## ACTION ITEM:
Gather all lines in the data that hold the string "Mekar".
++++++++++
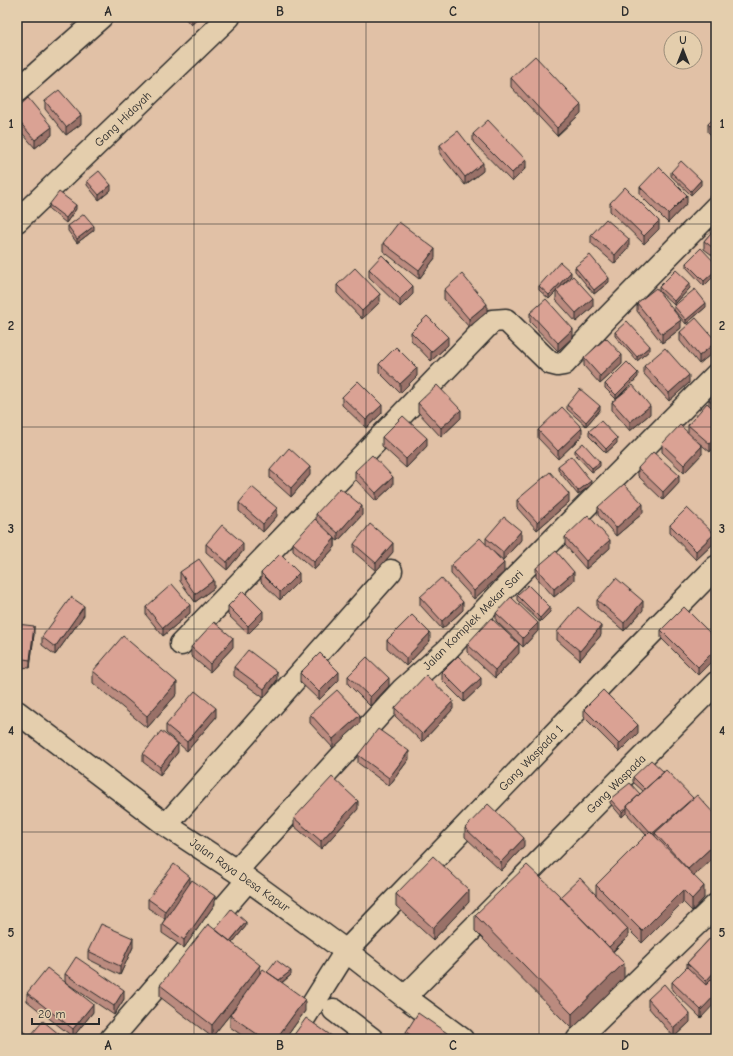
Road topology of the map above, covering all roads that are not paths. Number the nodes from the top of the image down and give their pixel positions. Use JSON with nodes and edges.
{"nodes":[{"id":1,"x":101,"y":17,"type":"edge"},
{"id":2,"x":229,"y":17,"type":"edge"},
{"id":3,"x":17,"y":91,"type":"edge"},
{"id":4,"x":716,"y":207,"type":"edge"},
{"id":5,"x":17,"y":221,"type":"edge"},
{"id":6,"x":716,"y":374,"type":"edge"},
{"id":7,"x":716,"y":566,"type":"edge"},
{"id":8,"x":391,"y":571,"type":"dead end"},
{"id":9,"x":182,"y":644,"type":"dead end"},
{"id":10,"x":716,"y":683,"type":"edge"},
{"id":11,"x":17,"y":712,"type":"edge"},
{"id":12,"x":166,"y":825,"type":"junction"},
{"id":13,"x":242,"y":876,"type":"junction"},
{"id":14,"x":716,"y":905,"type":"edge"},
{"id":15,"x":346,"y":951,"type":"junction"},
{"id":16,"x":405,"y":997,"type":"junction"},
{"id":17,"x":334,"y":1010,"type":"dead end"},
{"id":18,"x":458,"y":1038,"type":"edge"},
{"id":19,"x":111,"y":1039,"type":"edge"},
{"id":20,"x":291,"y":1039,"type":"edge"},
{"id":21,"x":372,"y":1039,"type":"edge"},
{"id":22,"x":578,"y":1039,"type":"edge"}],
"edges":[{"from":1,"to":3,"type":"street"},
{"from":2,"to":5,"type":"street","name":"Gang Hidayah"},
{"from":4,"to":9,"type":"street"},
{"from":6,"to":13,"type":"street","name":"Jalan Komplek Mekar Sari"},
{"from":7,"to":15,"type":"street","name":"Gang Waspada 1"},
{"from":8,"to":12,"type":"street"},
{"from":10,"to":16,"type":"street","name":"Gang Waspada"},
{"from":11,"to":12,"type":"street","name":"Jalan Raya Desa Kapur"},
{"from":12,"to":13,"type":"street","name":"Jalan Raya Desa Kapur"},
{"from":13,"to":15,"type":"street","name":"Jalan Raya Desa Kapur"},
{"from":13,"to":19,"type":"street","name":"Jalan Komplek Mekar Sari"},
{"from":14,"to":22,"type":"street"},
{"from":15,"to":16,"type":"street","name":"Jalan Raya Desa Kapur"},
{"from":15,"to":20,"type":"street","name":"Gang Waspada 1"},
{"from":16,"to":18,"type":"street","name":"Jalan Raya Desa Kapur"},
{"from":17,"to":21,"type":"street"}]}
++++++++++
## EXERCISE SOLUTION:
{"from":6,"to":13,"type":"street","name":"Jalan Komplek Mekar Sari"},
{"from":13,"to":19,"type":"street","name":"Jalan Komplek Mekar Sari"},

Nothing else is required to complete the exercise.